I have found customer service to be the most challenging, degrading, and humiliating industry to work in. Those that have worked in customer service know the drill: The customer is always right. Just please the customer so they’ll stop throwing a fit and leave the store, right? It has somehow become socially acceptable for some customers to treat you like you are not actually a human being. Despite the aspects of what’s required of an employee in the customer service industry, is verbal mistreatment excusable?

I’ve worked in retail for nearly 12 years and the mistreatment I’ve personally experienced has been utterly debilitating at times. I find myself frustrated that I had allowed someone to have such power over my emotions, but when you’re working in retail, the general mentality is to be nice, no matter what. It’s part of customer service jobs, right? Is it what we signed up for?

Speaking from personal experience, the customer service industry has an immense negative impact on mental health. Some days, you’re treated like you are below/lesser than the customer. Other days, you’re cursed at by customers for things that are out of your control.
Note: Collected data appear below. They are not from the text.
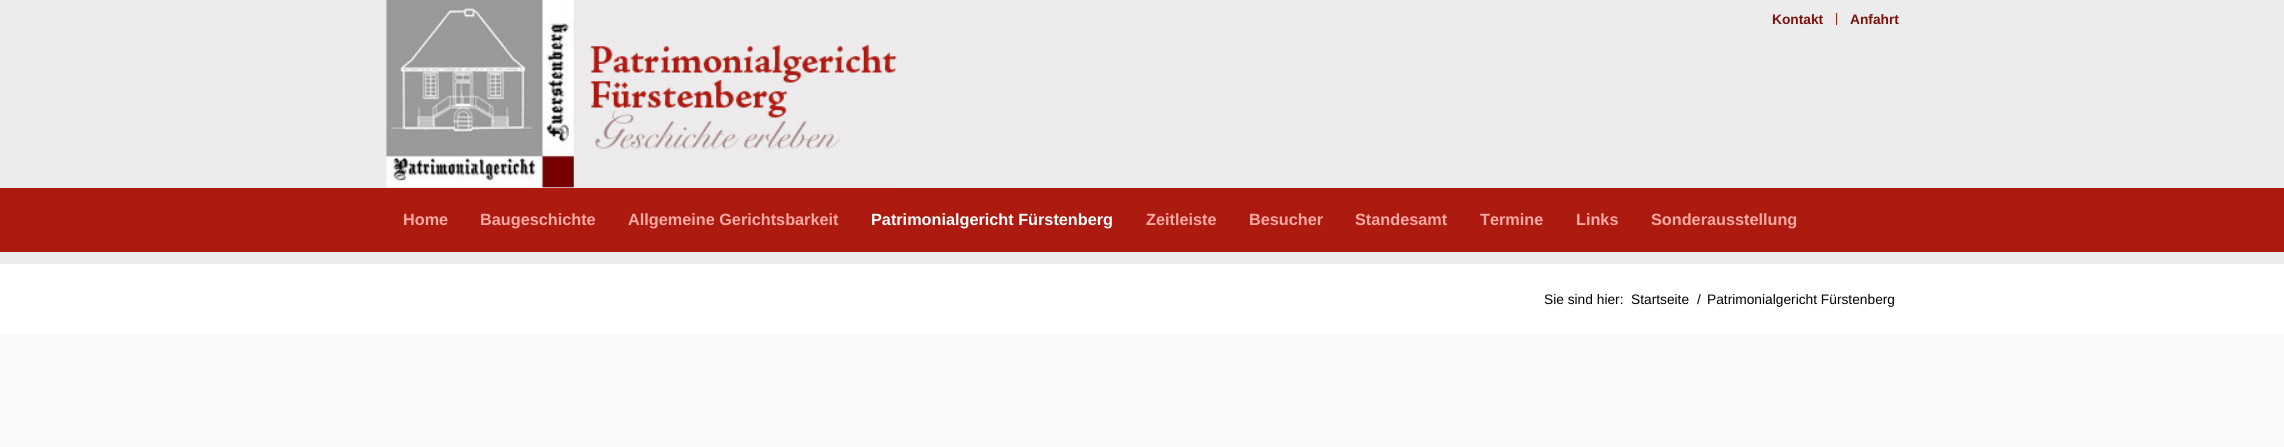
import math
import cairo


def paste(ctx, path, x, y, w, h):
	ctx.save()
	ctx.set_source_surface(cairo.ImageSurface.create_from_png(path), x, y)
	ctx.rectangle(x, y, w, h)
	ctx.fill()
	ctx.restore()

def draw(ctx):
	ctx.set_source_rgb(0.929, 0.922, 0.925)
	ctx.paint()
	ctx.set_source_rgb(0.678, 0.106, 0.063)
	ctx.rectangle(1836, 13, 1, 12)
	ctx.fill()
	ctx.select_font_face('Liberation Sans', cairo.FONT_SLANT_NORMAL, cairo.FONT_WEIGHT_BOLD)
	ctx.set_font_size(13.75)
	ctx.set_source_rgb(0.478, 0.071, 0.043)
	ctx.move_to(1772, 24)
	ctx.show_text('Kontakt')
	ctx.move_to(1850, 24)
	ctx.show_text('Anfahrt')
	ctx.set_source_rgb(0.678, 0.106, 0.063)
	ctx.rectangle(0, 251, 2284, 1)
	ctx.fill()
	paste(ctx, 'media/1.png', 386, 0, 511, 188)
	ctx.set_source_rgb(0.678, 0.102, 0.063)
	ctx.rectangle(0, 188, 2284, 63)
	ctx.fill()
	ctx.set_font_size(16.25)
	ctx.set_source_rgb(1, 0.667, 0.643)
	for x, y, s in [
		(403, 225, 'Home'),
		(480, 225, 'Baugeschichte'),
		(628, 225, 'Allgemeine Gerichtsbarkeit'),
	]:
		ctx.move_to(x, y)
		ctx.show_text(s)
	ctx.set_source_rgb(1, 1, 1)
	ctx.move_to(871, 225)
	ctx.show_text('Patrimonialgericht Fürstenberg')
	ctx.set_source_rgb(1, 0.667, 0.643)
	for x, y, s in [
		(1146, 225, 'Zeitleiste'),
		(1249, 225, 'Besucher'),
		(1355, 225, 'Standesamt'),
		(1480, 225, 'Termine'),
		(1576, 225, 'Links'),
		(1651, 225, 'Sonderausstellung'),
	]:
		ctx.move_to(x, y)
		ctx.show_text(s)
	ctx.set_source_rgb(1, 1, 1)
	ctx.rectangle(0, 264, 2284, 70)
	ctx.fill()
	ctx.select_font_face('Liberation Sans')
	ctx.set_font_size(13.75)
	ctx.set_source_rgb(0, 0, 0)
	for x, y, s in [
		(1544, 304, 'Sie sind hier:'),
		(1631, 304, 'Startseite'),
		(1697, 304, '/'),
		(1707, 304, 'Patrimonialgericht Fürstenberg'),
	]:
		ctx.move_to(x, y)
		ctx.show_text(s)
	ctx.set_source_rgb(0.98, 0.973, 0.976)
	ctx.rectangle(0, 334, 2284, 113)
	ctx.fill()


surface = cairo.ImageSurface(cairo.FORMAT_RGB24, 2284, 447)
ctx = cairo.Context(surface)
options = cairo.FontOptions()
options.set_hint_metrics(cairo.HINT_METRICS_OFF)
options.set_hint_style(cairo.HINT_STYLE_NONE)
ctx.set_font_options(options)
ctx.set_miter_limit(4)
draw(ctx)
surface.write_to_png('image.png')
I cannot recall how many times in 12 years customers have made me cry in the various retail settings I’ve worked in. Some customers have caused anxiety attacks because of threats made over pricing issues or general misunderstanding. Other customers have caused some employees to walk out on their shifts because they mentally could not handle the verbal abuse. I’ve also witnessed and experienced customers intentionally trying to physically intimidate retail employees in order to get what they deemed they deserved.

Why is this not being addressed at all?

While I admit my own bias within this due to my personal experience within the retail industry, I must say that I’ve seen these effects in other aspects of my life as well. From a mental health professional standpoint, I believe that customer service jobs and the retail industry altogether can impact self-worth, self-esteem, confidence, and long term, mental stability (specifically, anxiety and depression). While I do believe that the blame cannot be put on one all-encompassing thing, I do feel that society has allowed customers to treat retail employees and other customer service employees negatively with little to no consequence. Why do we allow this?

3 thoughts on “Customer Service and Mental Health

  1. Oh my goodness so this…I don’t work retail but I work at a technology help desk at a university and people treat us terribly. Today for instance I got reamed out because the customer was on hold for five minutes and I am not exaggerating because I tend to time how long it takes me when I leave my desk. I am the only person working the phone line at that particular time and I went to the rest room and because of that she unloaded on me. And her issue wasn’t even technology related. It was a transcript issue so I had to transfer her to the admissions department and got unloaded on for that too. It definitely has an effect on my mental health. It’s truly a thankless job some days.